A particular concern is a poor performance in achieving goals for climate action (Goal 13) and life below water(Goal 14). The situation is actually worse now than it was back in 2000.

Regressive trends in climate action and life below the water have been observed in all five regions: east and north-east Asia; north and central Asia; south-east Asia; and the Pacific.

More than half of global greenhouse gas emissions are from the Asia-Pacific region.

This region continues to be affected by natural disasters and is one of the most disaster-prone in the world.

According to World Disasters Report 2020, there was a record number of climate-related disasters in the region in 2020. These events affected tens of thousands of people already hard hit by the novel coronavirus (COVID-19) pandemic.

While there has been progress in protecting coastal areas, the economic benefits of sustainable fishing and the quality of oceans have declined.

It is not on track to meet the targets of clean water and sanitation.

Water stress is the biggest obstacle facing the region. The situation has deteriorated significantly since 2000 and will likely continue to worsen unless there is collective action.

Green Recovery During Pandemic

Since 2000, the region has not made any progress towards the SDG goals for sustainable communities and cities.

It also missed an opportunity to rebuild better during the pandemic. The pandemic caused large cities in Asia to produce 154 to 228 tonnes more medical waste each day than they did before.

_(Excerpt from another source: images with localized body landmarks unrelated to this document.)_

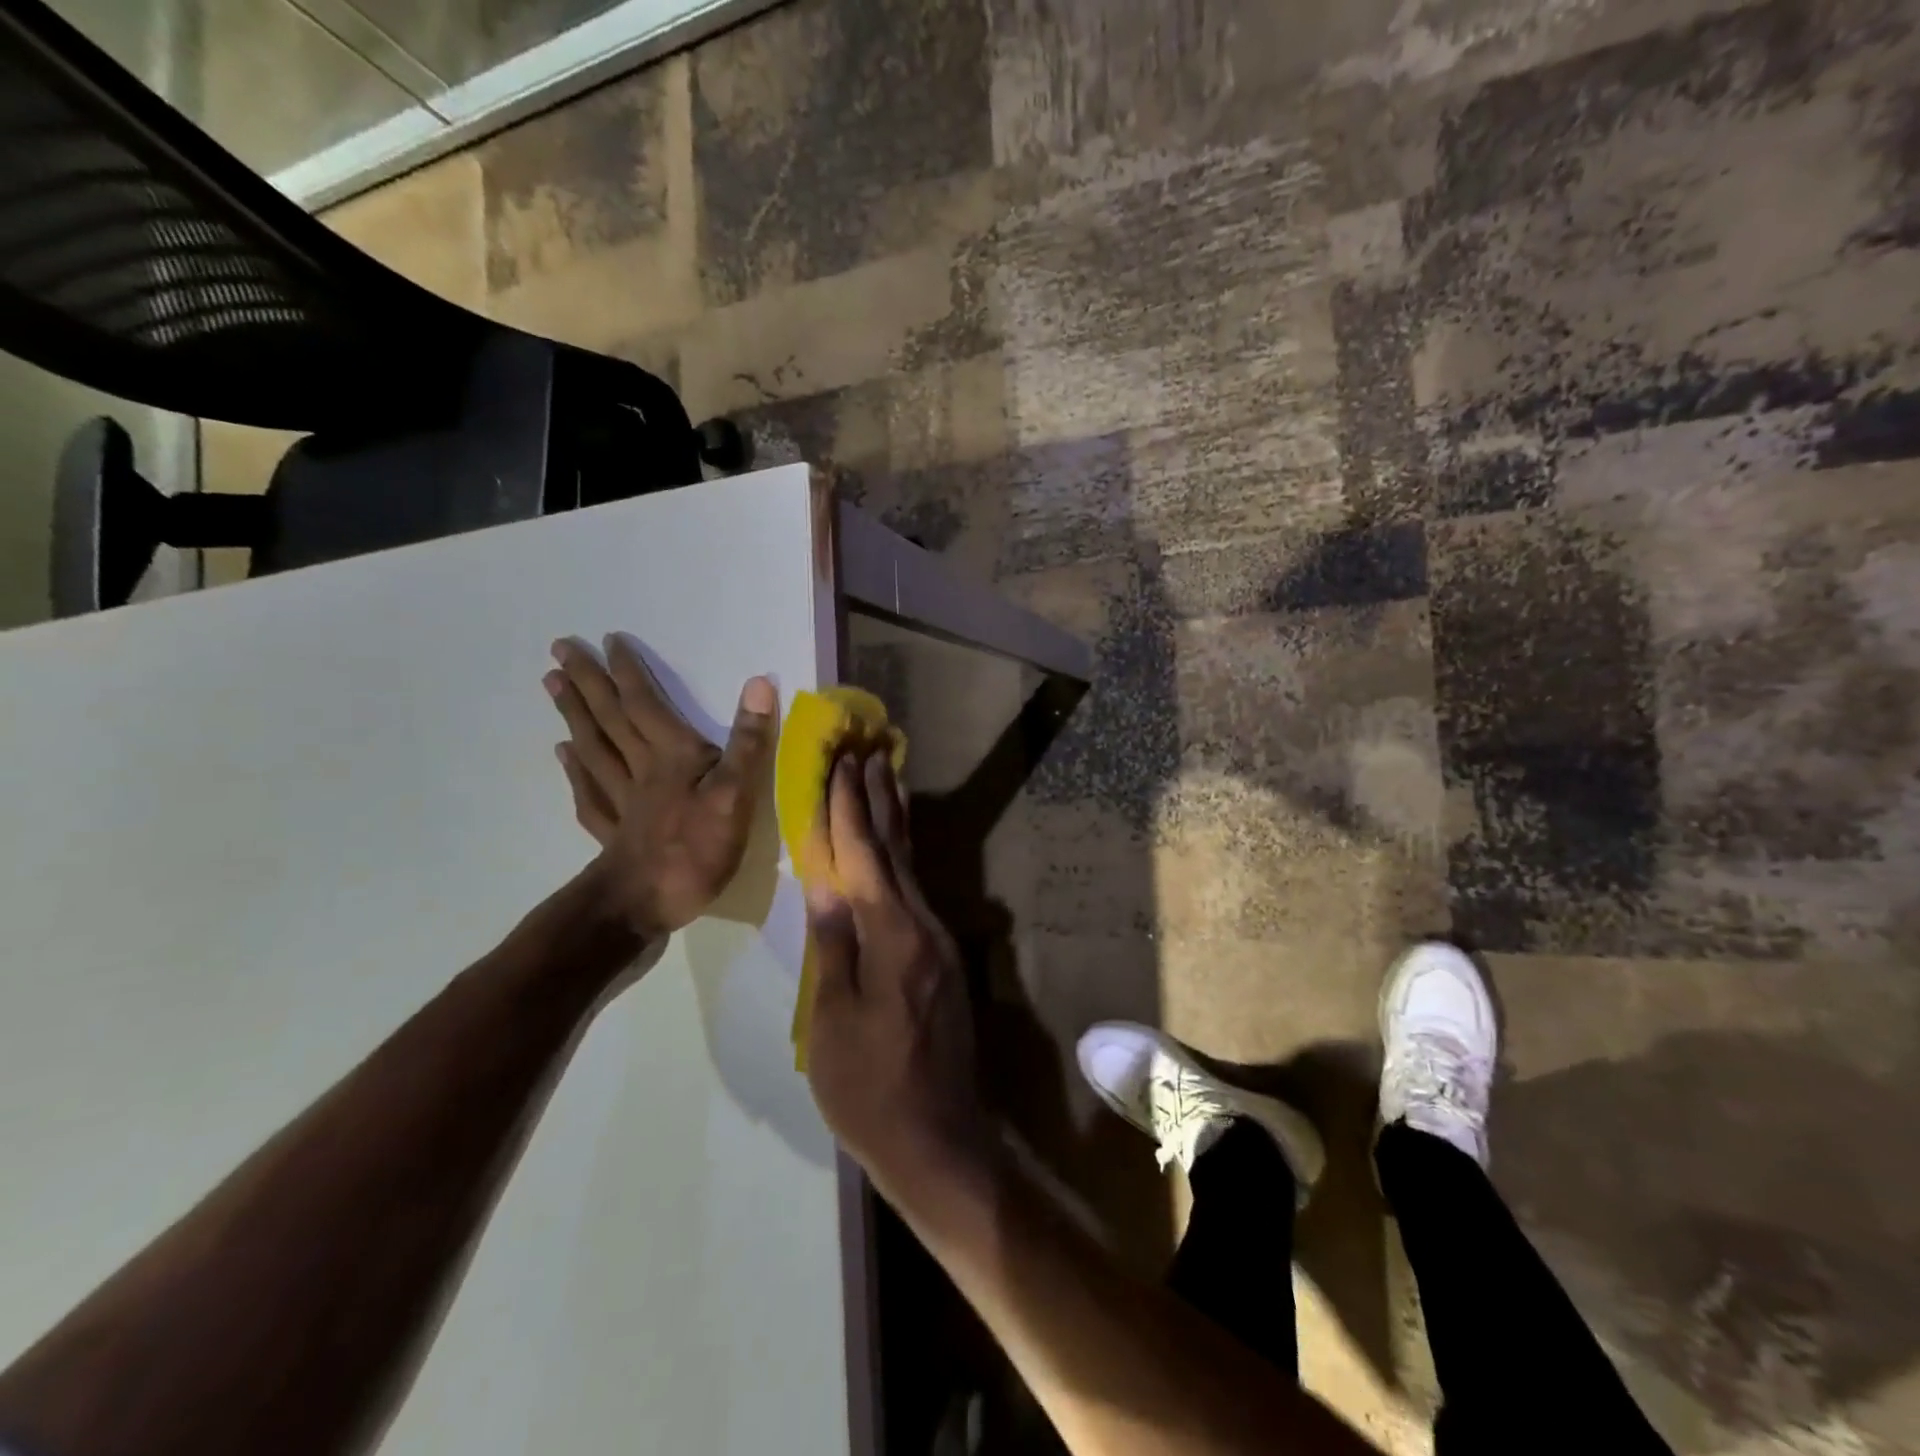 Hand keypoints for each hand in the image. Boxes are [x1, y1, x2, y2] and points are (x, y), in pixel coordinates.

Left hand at [545, 635, 776, 939]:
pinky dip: (575, 769)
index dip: (628, 672)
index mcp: (671, 757)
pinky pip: (590, 790)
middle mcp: (640, 770)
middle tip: (559, 649)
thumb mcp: (735, 794)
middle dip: (588, 682)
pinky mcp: (614, 830)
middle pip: (610, 719)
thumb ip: (748, 741)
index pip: (645, 705)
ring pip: (594, 747)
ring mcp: (622, 800)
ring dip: (574, 714)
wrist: (646, 904)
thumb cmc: (696, 849)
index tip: (607, 640)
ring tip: (553, 686)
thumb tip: (759, 683)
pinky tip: (563, 755)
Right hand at [804, 753, 994, 1207]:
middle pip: (896, 850)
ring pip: (911, 868)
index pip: (865, 857)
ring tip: (886, 780)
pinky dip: (901, 860)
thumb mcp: (833, 1020)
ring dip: (895, 822)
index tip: (841, 764)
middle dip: (879, 799)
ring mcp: (938, 943)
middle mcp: (923, 927)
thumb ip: (833, 946)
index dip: (850, 809)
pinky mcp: (941, 960)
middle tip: (869, 752)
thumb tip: (825, 885)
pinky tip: (894, 851)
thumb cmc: (869, 1087)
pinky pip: (915, 893)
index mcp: (894, 936)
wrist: (937, 1139) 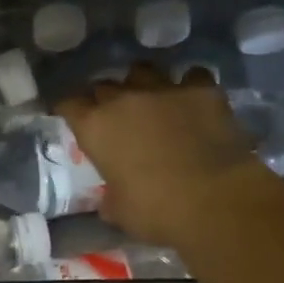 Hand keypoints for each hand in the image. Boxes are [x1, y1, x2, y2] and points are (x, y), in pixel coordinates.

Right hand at [58, 65, 274, 245]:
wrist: (215, 201)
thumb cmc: (156, 211)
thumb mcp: (119, 211)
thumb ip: (110, 197)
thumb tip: (110, 200)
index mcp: (96, 128)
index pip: (68, 104)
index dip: (68, 108)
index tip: (71, 116)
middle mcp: (124, 100)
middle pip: (104, 85)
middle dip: (105, 98)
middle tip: (114, 116)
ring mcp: (165, 89)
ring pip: (143, 71)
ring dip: (142, 84)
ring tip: (150, 99)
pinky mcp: (203, 90)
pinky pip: (191, 76)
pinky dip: (189, 86)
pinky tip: (193, 100) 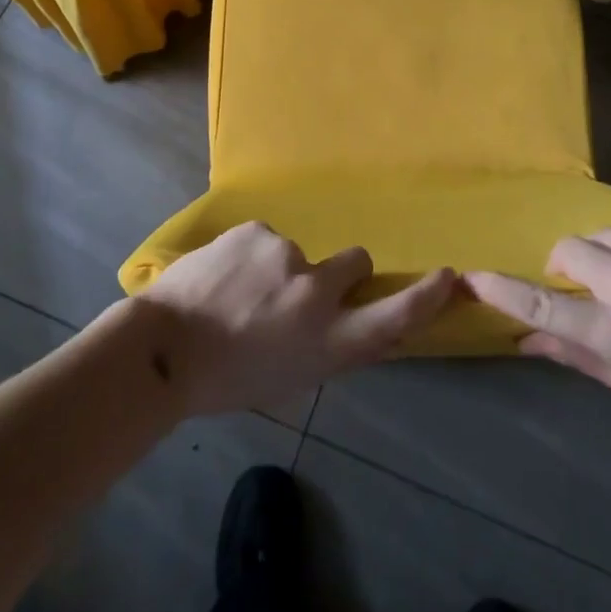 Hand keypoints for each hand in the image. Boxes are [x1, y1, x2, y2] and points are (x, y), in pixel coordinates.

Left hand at [137, 221, 456, 416]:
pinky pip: (265, 241)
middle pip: (357, 263)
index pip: (394, 317)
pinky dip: (251, 256)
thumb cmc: (226, 379)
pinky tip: (222, 276)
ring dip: (280, 269)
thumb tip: (345, 321)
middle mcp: (317, 292)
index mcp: (327, 341)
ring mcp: (286, 255)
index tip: (448, 277)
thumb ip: (325, 346)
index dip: (426, 297)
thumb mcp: (290, 378)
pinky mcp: (256, 231)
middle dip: (344, 271)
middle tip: (304, 289)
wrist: (163, 347)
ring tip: (238, 294)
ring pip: (298, 253) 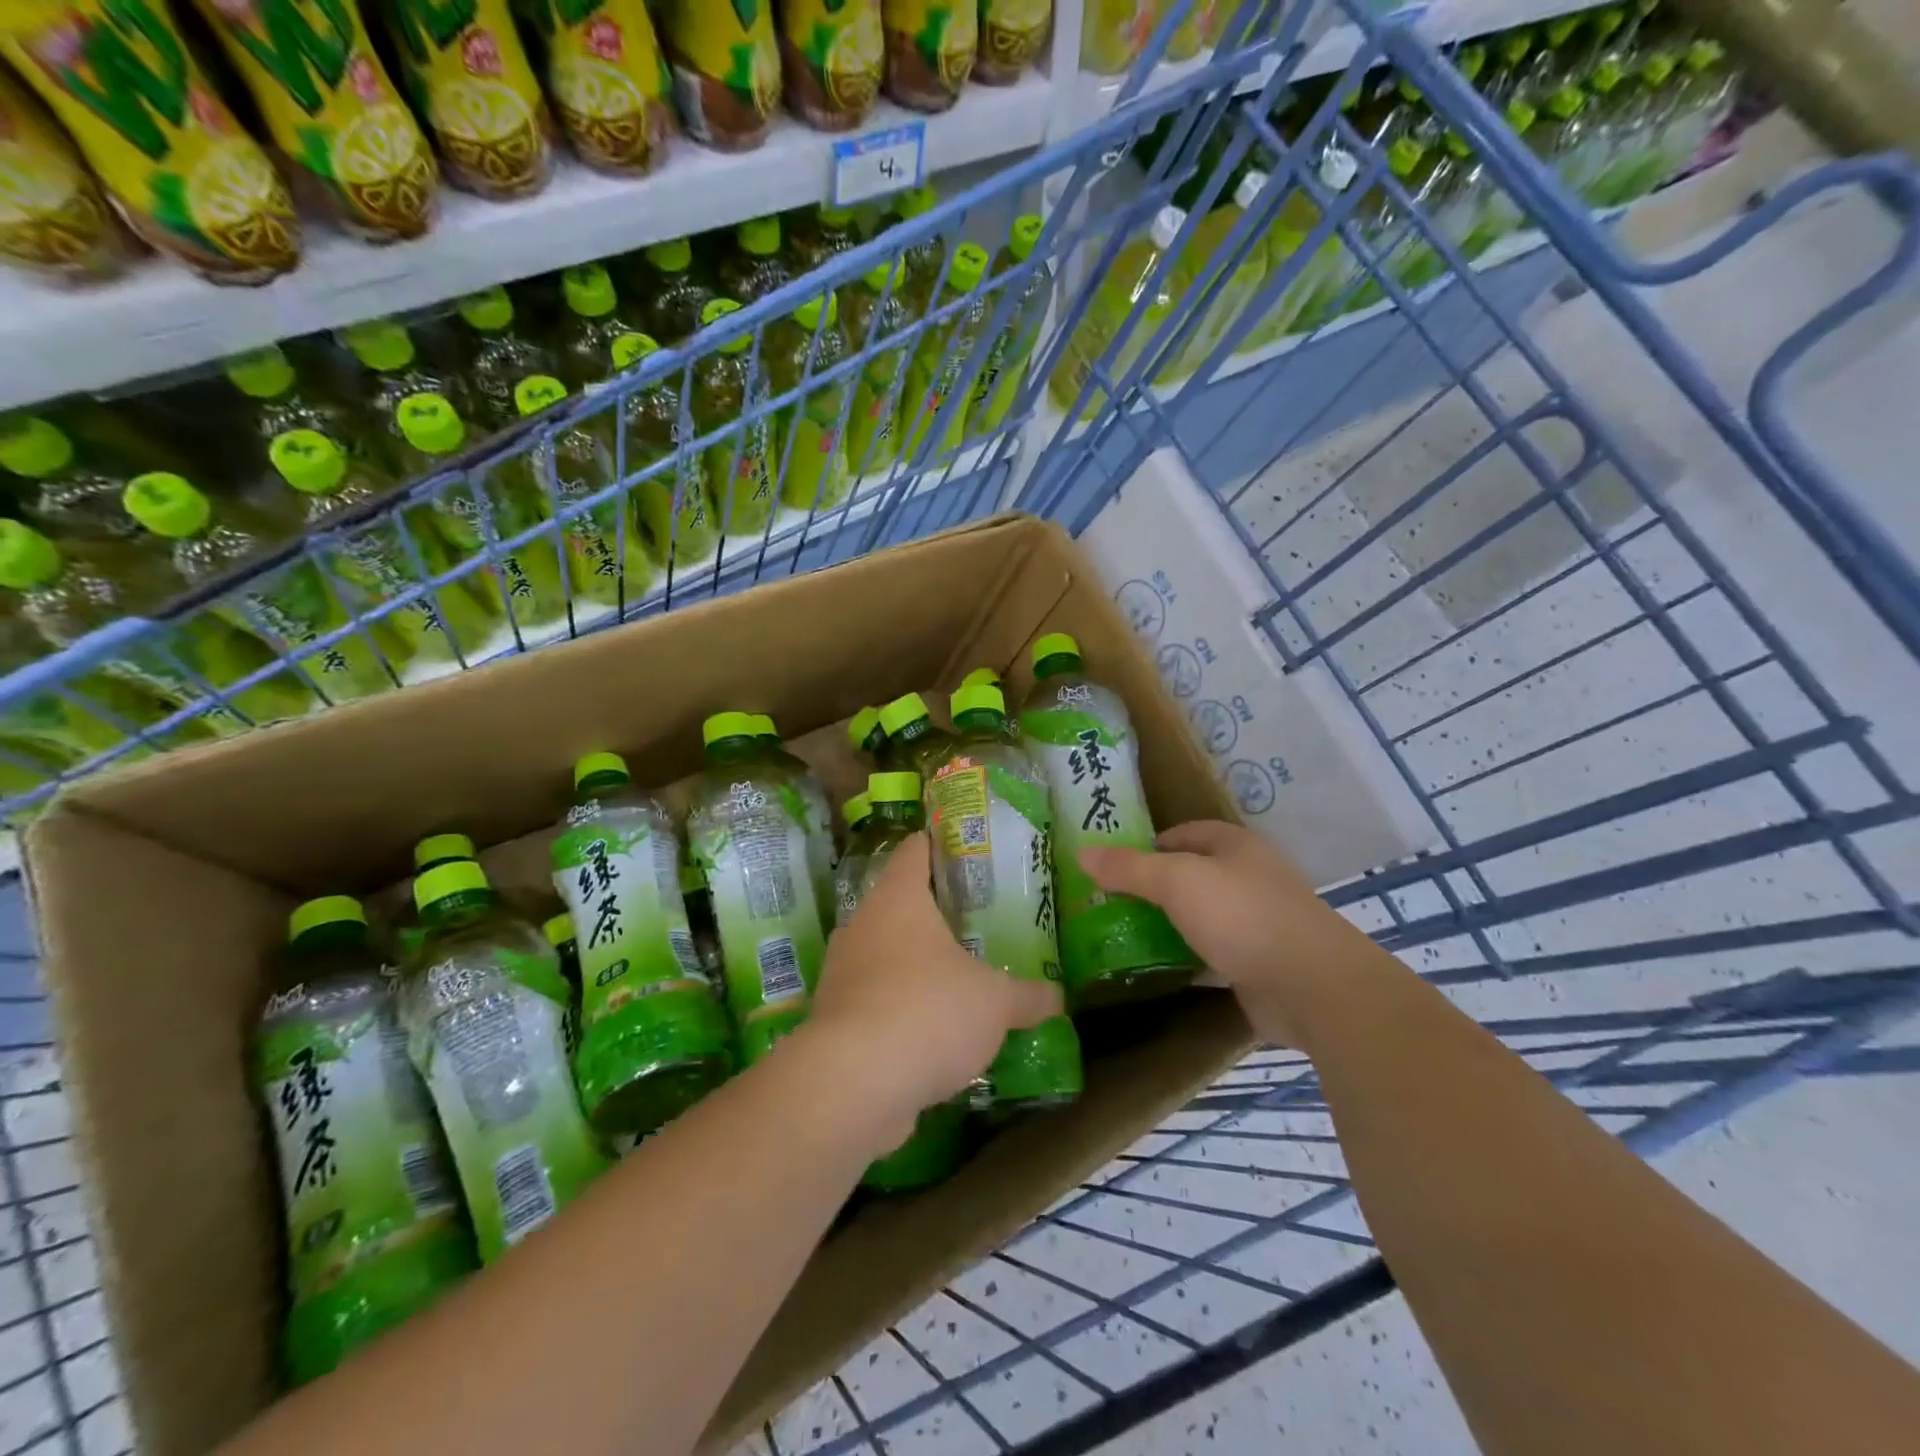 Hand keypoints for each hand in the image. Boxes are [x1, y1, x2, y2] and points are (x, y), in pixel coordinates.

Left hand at [807, 833, 1060, 1136]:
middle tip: (974, 920)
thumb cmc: (929, 1010)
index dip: (936, 844)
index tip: (961, 847)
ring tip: (955, 976)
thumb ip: (1027, 996)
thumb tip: (1057, 997)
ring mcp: (842, 972)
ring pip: (884, 954)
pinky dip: (899, 1007)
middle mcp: (862, 926)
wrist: (854, 1083)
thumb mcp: (995, 1002)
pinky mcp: (834, 1019)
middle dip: (933, 912)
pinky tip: (930, 1030)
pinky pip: (874, 999)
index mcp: (898, 899)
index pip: (914, 851)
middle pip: (897, 903)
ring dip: (914, 964)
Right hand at [1080, 821, 1386, 1046]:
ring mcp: (1256, 921)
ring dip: (1169, 924)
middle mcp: (1248, 877)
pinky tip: (1157, 968)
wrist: (1311, 986)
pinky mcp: (1258, 962)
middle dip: (1153, 887)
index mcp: (1235, 846)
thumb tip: (1083, 853)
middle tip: (1110, 903)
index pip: (1183, 834)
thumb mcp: (1176, 881)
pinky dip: (1187, 958)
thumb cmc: (1241, 915)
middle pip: (1191, 875)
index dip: (1147, 845)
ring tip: (1123, 934)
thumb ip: (1129, 868)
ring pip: (1201, 916)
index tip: (1112, 866)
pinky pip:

According to the Central Pollution Control Board, India’s COVID-19-related bio-medical waste production increased from 3,025 tonnes in June 2020 to 4,527 tons in December 2020.

Addressing Data-Deficit

Due to a lack of data, nearly 40% of the SDG targets can’t be measured in the Asia-Pacific region. In addition, data were scarce for climate action goals and life below water.  It is essential to do more with data to better assess environmental goals.

Armida Salsiah Alisjahbana, United Nations under-secretary-general and ESCAP executive secretary, said: We have the opportunity to rethink our options regarding development paths that are more inclusive, resilient, and respectful of planetary boundaries.

The report stated that nations must ensure that they respond to the pandemic in a way that accelerates progress towards the 2030 Agenda.

UNESCAP has asked governments to renew their commitments under the SDGs monitoring framework to ensure a sustainable and inclusive recovery after covid.